[EM] Request comments on MMP?
Alex Small
asmall at physics.ucsb.edu
Mon Aug 4 16:34:07 PDT 2003
Neal Finne said:
> I gave all the Green votes to the Dems and split the
> Libertarian votes evenly between Reps and Dems. This resulted the Dems
> winning the aggregate vote with 53.8%.
I've heard that the Libertarians tend to pull votes from the GOP rather
than the Dems on a 2:1 basis. This is supposedly according to scientific
polls, not informal polls on websites or whatever. Now, that is supposed
to be nation-wide, so I have no idea if that is true in Washington state.
I'm certainly one of the exceptions (a Libertarian who prefers the Dems to
teh GOP), but I also live in California so I'm completely irrelevant to
the situation up there.
Since you have such a narrow majority for the Dems, I'm curious how it
would change if you split the Libertarian votes 2:1 in favor of the GOP.
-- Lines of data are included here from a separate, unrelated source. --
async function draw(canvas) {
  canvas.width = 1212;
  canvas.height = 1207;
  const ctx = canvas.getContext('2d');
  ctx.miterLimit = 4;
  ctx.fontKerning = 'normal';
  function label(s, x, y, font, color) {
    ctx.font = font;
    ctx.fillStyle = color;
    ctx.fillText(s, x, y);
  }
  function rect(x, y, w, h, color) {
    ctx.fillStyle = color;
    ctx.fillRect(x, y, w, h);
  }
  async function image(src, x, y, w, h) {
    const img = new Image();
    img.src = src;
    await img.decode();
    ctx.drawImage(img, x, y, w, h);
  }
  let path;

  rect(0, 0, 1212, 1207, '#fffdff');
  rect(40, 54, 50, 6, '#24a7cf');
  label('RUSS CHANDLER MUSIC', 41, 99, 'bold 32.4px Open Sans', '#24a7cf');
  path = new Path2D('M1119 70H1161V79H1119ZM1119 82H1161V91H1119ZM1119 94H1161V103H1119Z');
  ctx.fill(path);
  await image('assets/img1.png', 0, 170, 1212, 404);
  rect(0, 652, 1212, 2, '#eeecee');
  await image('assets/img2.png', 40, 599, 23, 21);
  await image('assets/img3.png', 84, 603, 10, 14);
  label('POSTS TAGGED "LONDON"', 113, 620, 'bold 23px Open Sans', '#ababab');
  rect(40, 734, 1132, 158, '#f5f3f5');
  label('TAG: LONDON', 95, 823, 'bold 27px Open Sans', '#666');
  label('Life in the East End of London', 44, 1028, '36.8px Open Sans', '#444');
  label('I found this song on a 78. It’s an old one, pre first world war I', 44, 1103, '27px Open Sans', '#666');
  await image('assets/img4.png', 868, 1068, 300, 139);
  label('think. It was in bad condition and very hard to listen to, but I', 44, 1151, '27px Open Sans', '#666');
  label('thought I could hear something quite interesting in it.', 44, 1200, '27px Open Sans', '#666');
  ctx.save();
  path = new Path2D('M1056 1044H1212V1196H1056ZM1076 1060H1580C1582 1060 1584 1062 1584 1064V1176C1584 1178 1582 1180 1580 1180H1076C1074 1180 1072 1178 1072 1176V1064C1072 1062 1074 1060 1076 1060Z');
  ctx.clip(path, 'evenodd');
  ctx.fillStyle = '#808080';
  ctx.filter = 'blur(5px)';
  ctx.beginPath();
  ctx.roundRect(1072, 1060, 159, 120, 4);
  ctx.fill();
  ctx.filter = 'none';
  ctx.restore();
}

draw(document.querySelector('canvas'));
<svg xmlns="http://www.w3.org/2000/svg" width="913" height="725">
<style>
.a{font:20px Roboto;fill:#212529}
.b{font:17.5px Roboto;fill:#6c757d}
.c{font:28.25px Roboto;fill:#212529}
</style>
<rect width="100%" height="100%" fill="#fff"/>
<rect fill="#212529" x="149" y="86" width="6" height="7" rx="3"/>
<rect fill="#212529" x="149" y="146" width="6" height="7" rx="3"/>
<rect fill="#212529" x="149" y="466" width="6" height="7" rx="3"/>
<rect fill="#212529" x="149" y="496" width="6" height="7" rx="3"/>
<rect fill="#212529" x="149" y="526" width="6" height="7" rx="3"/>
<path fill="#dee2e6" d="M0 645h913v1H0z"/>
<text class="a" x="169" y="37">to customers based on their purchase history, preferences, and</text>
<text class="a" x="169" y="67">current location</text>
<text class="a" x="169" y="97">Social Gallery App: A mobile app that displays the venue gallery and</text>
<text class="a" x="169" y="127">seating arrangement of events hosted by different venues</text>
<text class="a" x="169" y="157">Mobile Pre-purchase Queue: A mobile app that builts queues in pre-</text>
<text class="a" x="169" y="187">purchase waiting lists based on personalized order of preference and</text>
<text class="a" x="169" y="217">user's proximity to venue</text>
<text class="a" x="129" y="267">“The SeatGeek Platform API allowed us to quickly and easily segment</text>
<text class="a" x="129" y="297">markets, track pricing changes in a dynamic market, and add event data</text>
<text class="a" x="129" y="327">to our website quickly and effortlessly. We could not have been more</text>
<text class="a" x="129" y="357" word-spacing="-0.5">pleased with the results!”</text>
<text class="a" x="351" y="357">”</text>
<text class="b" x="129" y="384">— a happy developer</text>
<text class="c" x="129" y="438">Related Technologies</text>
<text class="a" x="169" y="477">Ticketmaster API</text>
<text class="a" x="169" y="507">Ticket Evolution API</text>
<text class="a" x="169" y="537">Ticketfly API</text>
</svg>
Since there are 9 seats, and even with a 1/(n+1) quota the LP didn't have
enough votes to get a seat, they must have had less than 10%.
Say they had 9.9% (optimistic, I know, but "worst case scenarios" can help
establish limits on an answer). You split them 50-50, so before adding LP
votes the Dems would have had 48.85% and the GOP would have had 41.05%.
With 2:1 splitting in favor of the GOP, the Dems would get 3.3% added on,
and they're above the 50% quota when using 1/(n+1) and 9 seats. So they
get 5 seats. The GOP would be above the 40% quota (having 47.65%) and get
4 seats. Same difference.
I don't know how things are done with a 1/n quota. Both parties would be
above the 44.44% quota for 4 seats. Who gets the remaining seat? The
quota for 5 seats is 55.55%. The Dems would be a lot closer to the quota
than the GOP, so I'm guessing they'd still get 5. A simple majority is a
simple majority. Hmm, the absence of any problem involving the final seat
seems a powerful argument in favor of a 1/(n+1) quota instead of 1/n.